RSPrompter: Learning to Prompt for Remote Sensing Instance Segmentation based on Visual Foundation Model

English | 简体中文

This is the pytorch implement of our paper "RSPrompter: Learning to Prompt for Remote Sensing Instance Segmentation based on Visual Foundation Model"

Project Page $\cdot$ PDF Download $\cdot$ HuggingFace Demo

0. Environment Setup

0.1 Create a virtual environment

conda create -n RSPrompter python=3.10

0.2 Activate the virtual environment

conda activate RSPrompter

0.3 Install pytorch

Version of 1.x is also work, but the version of 2.x is recommended.

pip install torch torchvision --index-url https://download.pytorch.org/whl/cu117

0.3 [Optional] Install pytorch

conda install pytorch torchvision torchaudio pytorch-cuda=11.7 -c pytorch -c nvidia

0.4 Install mmcv

Version of 2.x is recommended.

pip install mmcv==2.0.0 -f https://download.openmmlab.com/mmcv/dist/cu117/torch2.0/index.html

Please refer to installation documentation for more detailed installation.

0.5 Install other dependencies

pip install -r requirements.txt

1. Data Preparation

1.1 Dataset

WHU Dataset

WHU dataset can be downloaded from WHU. After downloading, put the dataset into the data folder, which contains some image examples.

NWPU Dataset

NWPU dataset can be downloaded from NWPU. After downloading, put the dataset into the data folder, which contains some image examples.

SSDD Dataset

SSDD dataset can be downloaded from SSDD. After downloading, put the dataset into the data folder, which contains some image examples.

1.2 Split the dataset into train and test set

The dataset split files and annotation files are provided in this project, which are stored in the data/*/annotations folder in COCO annotation format.

2. Model Training

2.1 Train SAM-based model

2.1.1 Config file

The config file is located in the configs/rsprompter folder, which can be modified according to the situation.

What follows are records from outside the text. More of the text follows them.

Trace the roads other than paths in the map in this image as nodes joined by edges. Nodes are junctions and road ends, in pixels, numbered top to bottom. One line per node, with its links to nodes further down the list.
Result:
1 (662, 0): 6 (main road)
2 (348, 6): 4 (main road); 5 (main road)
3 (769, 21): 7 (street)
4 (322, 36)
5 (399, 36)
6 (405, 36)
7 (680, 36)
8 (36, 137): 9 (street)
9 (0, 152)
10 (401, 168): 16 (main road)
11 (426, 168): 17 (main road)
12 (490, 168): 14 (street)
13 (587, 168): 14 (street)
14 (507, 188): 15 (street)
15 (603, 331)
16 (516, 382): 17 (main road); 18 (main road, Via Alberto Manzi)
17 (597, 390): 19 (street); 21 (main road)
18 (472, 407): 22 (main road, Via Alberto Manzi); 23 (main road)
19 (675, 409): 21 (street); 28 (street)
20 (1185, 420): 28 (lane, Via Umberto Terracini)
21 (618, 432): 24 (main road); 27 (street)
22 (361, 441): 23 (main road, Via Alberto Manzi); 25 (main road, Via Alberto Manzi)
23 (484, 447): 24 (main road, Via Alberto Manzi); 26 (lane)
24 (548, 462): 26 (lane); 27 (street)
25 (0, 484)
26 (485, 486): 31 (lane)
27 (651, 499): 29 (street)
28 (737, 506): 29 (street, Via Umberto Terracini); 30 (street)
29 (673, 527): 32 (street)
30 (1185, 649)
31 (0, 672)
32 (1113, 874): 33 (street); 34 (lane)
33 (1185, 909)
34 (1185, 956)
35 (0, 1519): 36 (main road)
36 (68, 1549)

The config file provides three models: SAM-seg, SAM-det, and RSPrompter.

2.1.2 Train

Some parameters of the training can also be modified in the above configuration file. The main modification of the parameters in trainer_cfg, such as single-card multi-card training, etc., for specific configuration modifications, please refer to the Trainer of Pytorch Lightning.

python tools/train.py

2.2 [Optional] Train other models

2.2.1 Config file

The config file is located in the configs/rsprompter folder, which provides only the configuration of Mask R-CNN and Mask2Former. The configuration of other models can refer to these two configuration files and the model config in MMDetection.

2.2.2 Train

Modify the config path in tools/train.py and then run

python tools/train.py

3. Model Evaluation

The config file is located in the configs/rsprompter folder, which can be modified according to the situation. When the val_evaluator and val_loader are configured in the configuration file, the model will automatically evaluate the model on the validation set during model training, and the evaluation results will be uploaded to Wandb and can be viewed in Wandb. If you need to perform offline evaluation on the test set, you need to configure the test_evaluator and test_loader in the configuration file, as well as the config and ckpt-path paths in tools/test.py, and then run

python tools/test.py

4. [Optional] Model Visualization

The config file is located in the configs/rsprompter folder, which can be modified according to the situation. You can modify the parameters of DetVisualizationHook and DetLocalVisualizer in the configuration file, as well as the config and ckpt-path paths in tools/predict.py, and then run

python tools/predict.py

5. [Optional] Model Download

This project provides the model weights of RSPrompter-anchor, which are located in huggingface space

6. [Optional] Citation

If you find this project useful for your research, please cite our paper.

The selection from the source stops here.